“Observe how Christ loved us. Love like that.” – Ephesians 5:2
Loving like Jesus is the best way to live. When we love like Him, we can step outside ourselves and clearly see others and their needs. We can shed layers of selfishness, resentment, anxiety, pettiness, and entitlement. Most of all, we can rise above our human imperfections and step into transcendent love.
Jesus’s model of love challenges us to stop settling for anything less than “the most excellent way.”
There are days it feels almost impossible to look beyond the faults of other’s and love them regardless. But if we continue to practice this attribute of love, it becomes easier thus transforming our lives into a more fulfilling walk with God.
When it comes to love, Jesus raised the bar astronomically. He teaches us to love our enemies, turn the other cheek, and walk the extra mile. To our human minds, that sounds completely outrageous–but that’s the point isn’t it?
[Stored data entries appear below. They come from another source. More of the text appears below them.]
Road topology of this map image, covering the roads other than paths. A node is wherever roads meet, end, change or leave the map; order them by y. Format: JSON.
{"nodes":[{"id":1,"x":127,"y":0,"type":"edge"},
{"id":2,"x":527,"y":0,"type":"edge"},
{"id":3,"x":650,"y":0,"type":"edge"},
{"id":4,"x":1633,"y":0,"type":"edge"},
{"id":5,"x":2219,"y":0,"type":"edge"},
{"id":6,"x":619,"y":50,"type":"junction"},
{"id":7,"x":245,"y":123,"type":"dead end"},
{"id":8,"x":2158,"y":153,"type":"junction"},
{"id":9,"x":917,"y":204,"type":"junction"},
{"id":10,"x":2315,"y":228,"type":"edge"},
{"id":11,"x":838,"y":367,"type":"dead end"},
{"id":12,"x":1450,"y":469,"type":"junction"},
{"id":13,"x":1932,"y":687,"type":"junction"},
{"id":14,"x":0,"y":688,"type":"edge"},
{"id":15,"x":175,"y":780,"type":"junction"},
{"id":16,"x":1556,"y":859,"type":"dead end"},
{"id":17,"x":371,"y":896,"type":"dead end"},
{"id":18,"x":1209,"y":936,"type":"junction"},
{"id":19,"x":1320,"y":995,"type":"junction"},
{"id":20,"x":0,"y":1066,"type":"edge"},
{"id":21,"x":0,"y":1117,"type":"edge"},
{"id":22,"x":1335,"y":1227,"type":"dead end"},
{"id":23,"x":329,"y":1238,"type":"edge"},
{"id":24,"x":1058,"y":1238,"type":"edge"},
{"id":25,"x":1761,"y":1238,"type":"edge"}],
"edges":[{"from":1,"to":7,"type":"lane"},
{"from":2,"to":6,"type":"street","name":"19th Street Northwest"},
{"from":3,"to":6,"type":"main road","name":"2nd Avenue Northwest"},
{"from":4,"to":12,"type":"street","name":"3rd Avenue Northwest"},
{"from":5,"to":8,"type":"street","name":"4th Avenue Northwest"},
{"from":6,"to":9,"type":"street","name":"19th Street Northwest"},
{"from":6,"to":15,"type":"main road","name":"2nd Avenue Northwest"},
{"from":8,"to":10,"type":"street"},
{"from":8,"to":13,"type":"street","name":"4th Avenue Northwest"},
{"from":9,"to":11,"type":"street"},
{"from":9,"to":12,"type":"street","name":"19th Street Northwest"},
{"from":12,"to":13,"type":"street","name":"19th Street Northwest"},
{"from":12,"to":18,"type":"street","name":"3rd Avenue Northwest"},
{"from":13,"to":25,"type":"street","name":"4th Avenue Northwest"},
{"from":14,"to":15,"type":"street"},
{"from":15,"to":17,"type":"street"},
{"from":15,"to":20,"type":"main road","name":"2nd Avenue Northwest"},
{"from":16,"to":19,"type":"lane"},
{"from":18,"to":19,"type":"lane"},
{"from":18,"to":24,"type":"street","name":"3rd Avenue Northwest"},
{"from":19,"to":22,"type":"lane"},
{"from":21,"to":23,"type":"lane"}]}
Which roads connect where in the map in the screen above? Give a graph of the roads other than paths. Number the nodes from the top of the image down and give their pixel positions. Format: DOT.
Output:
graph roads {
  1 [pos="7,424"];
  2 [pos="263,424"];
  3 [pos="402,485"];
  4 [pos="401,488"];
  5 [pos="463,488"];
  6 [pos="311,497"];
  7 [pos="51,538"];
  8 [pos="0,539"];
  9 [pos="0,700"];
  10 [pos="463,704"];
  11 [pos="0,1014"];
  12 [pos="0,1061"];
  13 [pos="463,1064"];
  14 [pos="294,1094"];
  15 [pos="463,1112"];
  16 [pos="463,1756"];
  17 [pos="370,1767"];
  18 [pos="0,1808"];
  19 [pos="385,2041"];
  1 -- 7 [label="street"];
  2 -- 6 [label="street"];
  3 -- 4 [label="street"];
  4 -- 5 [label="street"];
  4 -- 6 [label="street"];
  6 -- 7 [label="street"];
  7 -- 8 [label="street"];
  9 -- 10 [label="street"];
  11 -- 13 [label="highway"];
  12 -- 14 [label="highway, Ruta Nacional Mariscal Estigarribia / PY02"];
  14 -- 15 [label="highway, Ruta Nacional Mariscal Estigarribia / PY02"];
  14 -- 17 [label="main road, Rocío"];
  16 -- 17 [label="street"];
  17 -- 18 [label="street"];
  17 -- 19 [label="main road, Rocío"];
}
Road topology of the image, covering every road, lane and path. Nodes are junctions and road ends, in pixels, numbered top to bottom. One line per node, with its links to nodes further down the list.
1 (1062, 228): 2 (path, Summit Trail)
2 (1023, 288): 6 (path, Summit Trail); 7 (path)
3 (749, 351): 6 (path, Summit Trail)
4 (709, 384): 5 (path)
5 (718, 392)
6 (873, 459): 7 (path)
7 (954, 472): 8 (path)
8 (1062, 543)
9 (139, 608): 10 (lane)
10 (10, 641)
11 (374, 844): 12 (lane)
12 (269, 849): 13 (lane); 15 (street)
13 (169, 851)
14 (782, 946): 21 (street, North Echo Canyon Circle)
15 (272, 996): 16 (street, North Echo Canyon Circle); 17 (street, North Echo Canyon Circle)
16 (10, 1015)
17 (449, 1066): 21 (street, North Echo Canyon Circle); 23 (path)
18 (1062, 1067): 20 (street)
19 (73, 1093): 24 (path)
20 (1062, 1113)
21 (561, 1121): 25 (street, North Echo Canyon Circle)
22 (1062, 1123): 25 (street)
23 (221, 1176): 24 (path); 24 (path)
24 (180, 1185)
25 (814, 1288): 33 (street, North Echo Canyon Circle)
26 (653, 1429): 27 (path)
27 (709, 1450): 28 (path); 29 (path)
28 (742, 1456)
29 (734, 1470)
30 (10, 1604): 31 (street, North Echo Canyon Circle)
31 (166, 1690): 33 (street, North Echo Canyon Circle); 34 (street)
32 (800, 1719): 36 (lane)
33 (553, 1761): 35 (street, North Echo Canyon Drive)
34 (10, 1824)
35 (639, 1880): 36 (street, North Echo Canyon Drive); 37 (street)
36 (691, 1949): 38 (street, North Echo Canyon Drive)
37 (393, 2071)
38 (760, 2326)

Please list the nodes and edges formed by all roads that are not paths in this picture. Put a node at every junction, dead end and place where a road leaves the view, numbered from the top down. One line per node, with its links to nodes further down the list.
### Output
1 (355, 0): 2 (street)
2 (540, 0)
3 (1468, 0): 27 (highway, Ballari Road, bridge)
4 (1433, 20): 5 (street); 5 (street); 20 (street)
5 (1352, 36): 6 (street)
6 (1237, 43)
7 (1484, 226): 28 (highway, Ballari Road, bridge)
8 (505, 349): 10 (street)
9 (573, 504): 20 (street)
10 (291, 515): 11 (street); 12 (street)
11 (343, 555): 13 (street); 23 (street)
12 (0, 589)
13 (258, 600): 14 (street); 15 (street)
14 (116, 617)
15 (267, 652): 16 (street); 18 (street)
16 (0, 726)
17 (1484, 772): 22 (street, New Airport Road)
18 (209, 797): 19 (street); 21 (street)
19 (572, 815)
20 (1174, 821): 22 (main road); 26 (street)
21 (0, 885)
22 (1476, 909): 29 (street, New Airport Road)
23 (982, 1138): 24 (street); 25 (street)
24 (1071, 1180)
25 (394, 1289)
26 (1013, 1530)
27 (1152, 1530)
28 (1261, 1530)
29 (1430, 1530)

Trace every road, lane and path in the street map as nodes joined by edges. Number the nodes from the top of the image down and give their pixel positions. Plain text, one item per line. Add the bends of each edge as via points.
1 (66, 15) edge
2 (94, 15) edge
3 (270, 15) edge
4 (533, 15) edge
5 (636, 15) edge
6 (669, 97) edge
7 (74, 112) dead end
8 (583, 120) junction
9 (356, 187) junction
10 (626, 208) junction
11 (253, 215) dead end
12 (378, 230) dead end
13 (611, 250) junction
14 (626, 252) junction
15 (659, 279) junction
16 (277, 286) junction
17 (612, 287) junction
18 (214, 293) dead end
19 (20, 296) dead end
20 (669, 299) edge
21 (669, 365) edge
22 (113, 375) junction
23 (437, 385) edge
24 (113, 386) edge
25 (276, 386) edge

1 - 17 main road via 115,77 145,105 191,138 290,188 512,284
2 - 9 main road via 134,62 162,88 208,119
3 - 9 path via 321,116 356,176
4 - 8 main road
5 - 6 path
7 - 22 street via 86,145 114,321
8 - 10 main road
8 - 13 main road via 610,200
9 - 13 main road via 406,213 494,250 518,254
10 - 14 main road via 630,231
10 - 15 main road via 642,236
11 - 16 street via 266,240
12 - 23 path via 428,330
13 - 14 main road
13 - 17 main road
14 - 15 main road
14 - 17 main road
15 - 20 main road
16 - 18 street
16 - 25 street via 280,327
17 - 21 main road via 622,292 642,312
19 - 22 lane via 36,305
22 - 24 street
Over and over, Jesus demonstrated these qualities to show us that they’re not unattainable ideals. Instead, they’re a doable way to get an earthly handle on a heavenly ideal.
Here Are Some Ways We Can Demonstrate Love
Lift the broken, enlarge the small, and favor the weak
Matthew 19:14 (NLT) But Jesus said, “Let the children come to me. Don’t stop them! For the Kingdom of Heaven belongs to those who are like these children”
⦁ We must be full of grace, willing to relate to others in a less judgmental way.
In a society that, in many ways, treated children as little more than property, Jesus refused to let them be brushed aside. Rather, he spent time with them, blessed them, and made a special point to teach his followers that his Kingdom was made for people who would humble themselves like unto a child.
Have patience with each other/love without prejudice
Colossian 3: 12-13 (NLT) Since God chose you to be the holy people he loves, you must clothe yourselves with tenderhearted mercy, kindness, humility, gentleness, and patience. Make allowance for each other’s faults, and forgive anyone who offends you. Remember, the Lord forgave you, so you must forgive others.
⦁ We must be approachable. It’s important for people to feel safe approaching us; in other words, we must become less exclusive in our interactions with others and more welcoming to those who seek us out.
Isn’t it sobering that, even when we are surrounded by fellow believers, “bearing with one another” is still so hard? Patience is not something that comes naturally to most of us. But we can increase patience in our hearts by turning to God’s word, and remembering his supreme patience with us.
James 2:15-16 (NLT) Suppose you see a brother or sister who has no food or clothing, and you say, “Good-bye and have a good day; stay warm and eat well”—but then you don’t give that person any food or clothing. What good does that do?
⦁ We must be self-giving. We need to become less self-absorbed and more invested in those around us.
Generosity isn’t just about dollars and cents. If we follow the example of Christ and other biblical heroes, we learn that being generous means living with a focused, self-sacrificing spirit. It means living with kindness, encouraging others, and offering our good works to one another.
Don’t withhold forgiveness
Matthew 18:21-22 (NLT) Then Peter came to him and asked, “Lord, how often should I forgive someone who sins against me? Seven times?”
“No, not seven times,” Jesus replied, “but seventy times seven!
⦁ We must be mindful of our approach to others. We need to connect more deeply with our lives and the people in them, rather than living a detached, disconnected existence.
When we are hurt, it’s tempting to reserve a secret place in our hearts to nurture bitterness, even long after apologies have been exchanged. And while it may be necessary to change or even break off relationships, true forgiveness is a demonstration of love, it sets us free and brings us closer to the Lord.
1 Corinthians 13:13 (NLT) Three things will last forever—faith, hope, and love—and the greatest of these is love.